- [Task brief] If a line in the data holds the string "Place", list it.

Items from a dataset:
=-=-=-=-=

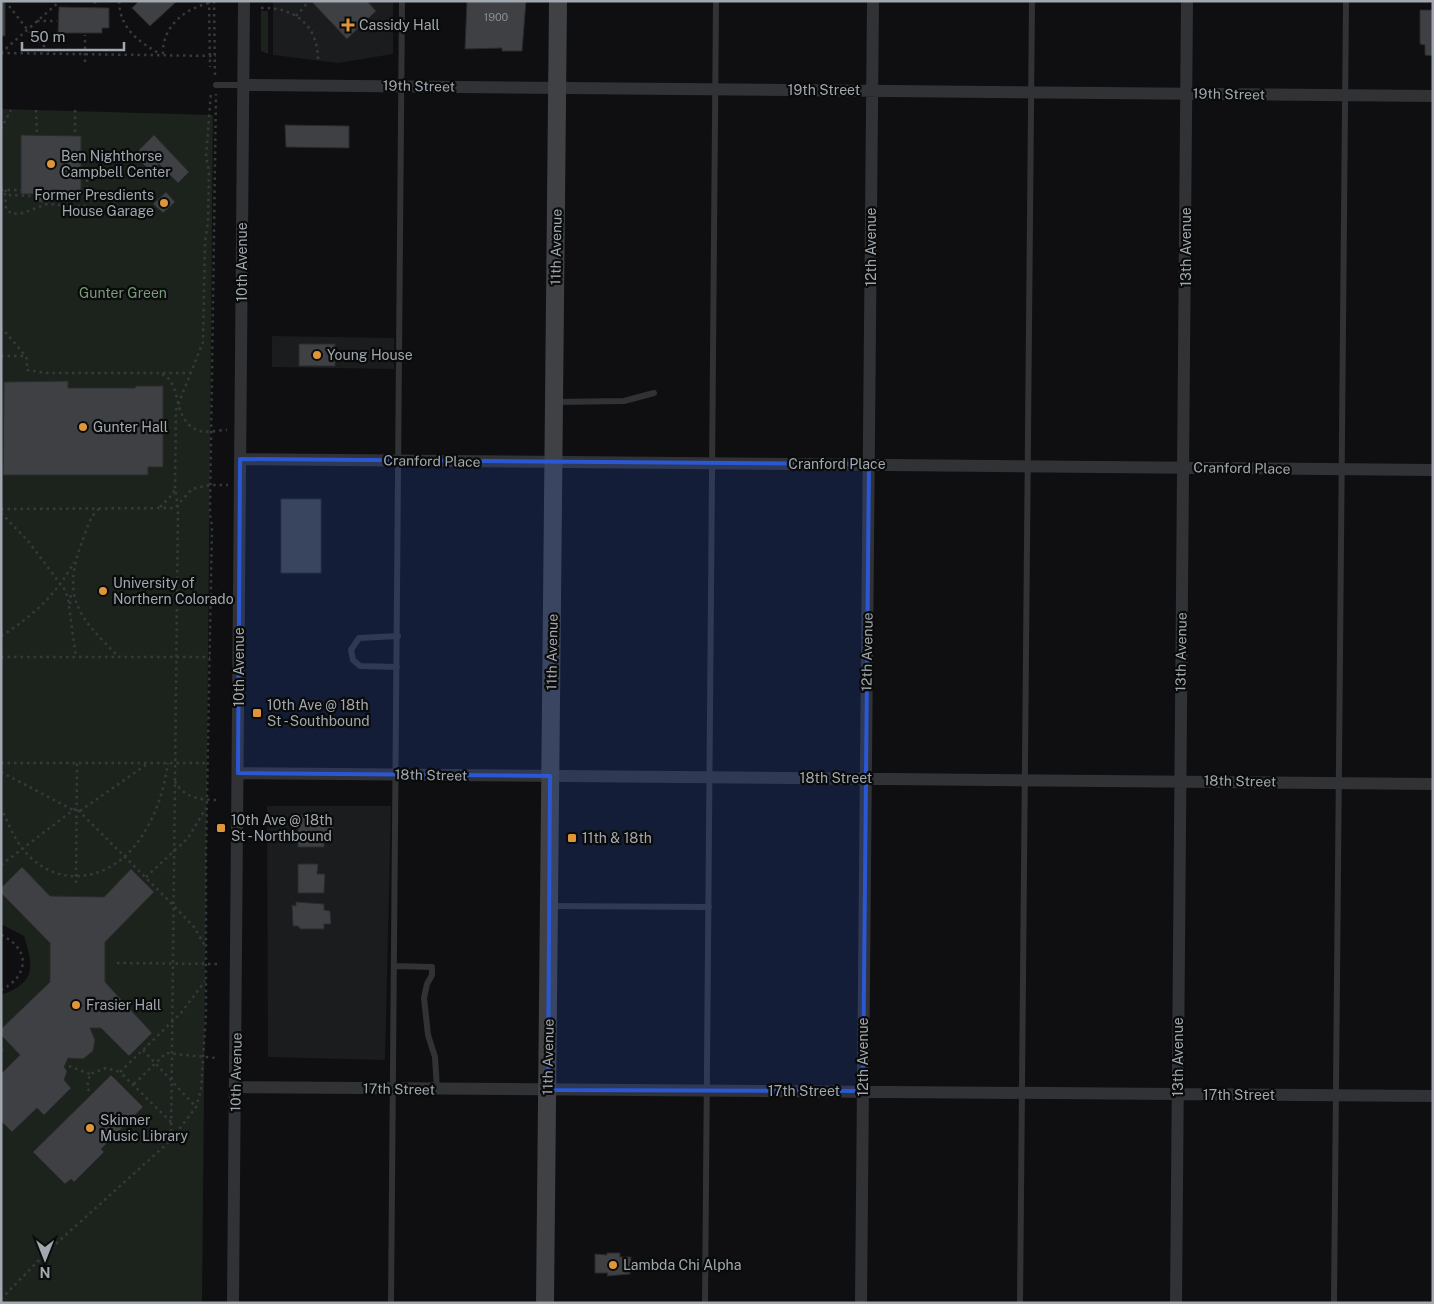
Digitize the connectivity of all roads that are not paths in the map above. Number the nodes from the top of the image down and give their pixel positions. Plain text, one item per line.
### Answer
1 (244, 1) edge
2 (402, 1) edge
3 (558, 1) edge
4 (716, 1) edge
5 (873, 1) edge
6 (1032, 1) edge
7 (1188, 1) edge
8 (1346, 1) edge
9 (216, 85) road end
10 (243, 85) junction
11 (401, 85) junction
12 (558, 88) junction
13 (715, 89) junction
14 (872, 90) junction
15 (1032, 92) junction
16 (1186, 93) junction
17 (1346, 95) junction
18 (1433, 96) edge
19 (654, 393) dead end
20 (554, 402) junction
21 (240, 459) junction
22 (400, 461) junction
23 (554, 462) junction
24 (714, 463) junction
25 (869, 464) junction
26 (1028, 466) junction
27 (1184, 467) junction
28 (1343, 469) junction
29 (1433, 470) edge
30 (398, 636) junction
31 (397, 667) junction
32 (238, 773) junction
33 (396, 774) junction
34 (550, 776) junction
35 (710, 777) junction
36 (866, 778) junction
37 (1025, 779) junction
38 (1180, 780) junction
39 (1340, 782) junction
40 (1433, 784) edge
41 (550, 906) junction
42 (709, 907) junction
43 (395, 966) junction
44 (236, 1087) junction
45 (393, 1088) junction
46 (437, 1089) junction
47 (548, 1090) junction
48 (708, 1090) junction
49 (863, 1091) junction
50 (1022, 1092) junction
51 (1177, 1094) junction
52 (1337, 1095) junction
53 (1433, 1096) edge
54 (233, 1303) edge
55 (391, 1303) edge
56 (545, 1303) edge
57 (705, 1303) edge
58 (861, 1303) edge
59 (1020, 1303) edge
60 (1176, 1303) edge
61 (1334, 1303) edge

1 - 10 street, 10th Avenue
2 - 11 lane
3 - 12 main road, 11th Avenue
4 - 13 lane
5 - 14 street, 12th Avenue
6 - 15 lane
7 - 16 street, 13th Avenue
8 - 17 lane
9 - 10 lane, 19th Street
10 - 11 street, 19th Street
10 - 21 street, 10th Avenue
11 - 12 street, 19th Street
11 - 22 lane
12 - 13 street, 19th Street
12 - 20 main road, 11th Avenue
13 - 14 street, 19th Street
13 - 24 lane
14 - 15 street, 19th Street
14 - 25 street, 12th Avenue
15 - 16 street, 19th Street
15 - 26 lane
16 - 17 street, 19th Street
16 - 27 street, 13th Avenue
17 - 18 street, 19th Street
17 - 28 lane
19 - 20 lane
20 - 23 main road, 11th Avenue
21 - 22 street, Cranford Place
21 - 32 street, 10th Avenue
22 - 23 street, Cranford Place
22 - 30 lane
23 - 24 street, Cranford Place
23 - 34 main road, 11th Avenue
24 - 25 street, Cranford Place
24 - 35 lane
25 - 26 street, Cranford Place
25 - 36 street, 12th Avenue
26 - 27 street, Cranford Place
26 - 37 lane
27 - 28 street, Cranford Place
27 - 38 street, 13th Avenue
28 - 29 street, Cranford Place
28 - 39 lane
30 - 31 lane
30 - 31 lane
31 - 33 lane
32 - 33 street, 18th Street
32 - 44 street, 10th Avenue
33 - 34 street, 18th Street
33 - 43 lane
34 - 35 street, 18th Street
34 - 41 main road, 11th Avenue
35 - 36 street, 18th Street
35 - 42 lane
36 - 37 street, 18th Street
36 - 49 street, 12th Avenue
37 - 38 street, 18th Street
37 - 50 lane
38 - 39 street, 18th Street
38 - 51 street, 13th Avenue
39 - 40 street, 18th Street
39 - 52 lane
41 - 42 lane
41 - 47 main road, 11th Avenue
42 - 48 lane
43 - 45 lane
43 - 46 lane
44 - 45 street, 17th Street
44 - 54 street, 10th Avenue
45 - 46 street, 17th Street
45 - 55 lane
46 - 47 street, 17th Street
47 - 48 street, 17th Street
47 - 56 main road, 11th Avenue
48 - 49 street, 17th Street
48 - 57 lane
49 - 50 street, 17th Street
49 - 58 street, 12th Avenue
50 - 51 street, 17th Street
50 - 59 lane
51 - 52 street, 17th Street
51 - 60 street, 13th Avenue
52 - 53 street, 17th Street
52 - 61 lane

=-=-=-=-=

- [Solution to the exercise]
21 - 22 street, Cranford Place
22 - 23 street, Cranford Place
23 - 24 street, Cranford Place
24 - 25 street, Cranford Place
25 - 26 street, Cranford Place
26 - 27 street, Cranford Place
27 - 28 street, Cranford Place
28 - 29 street, Cranford Place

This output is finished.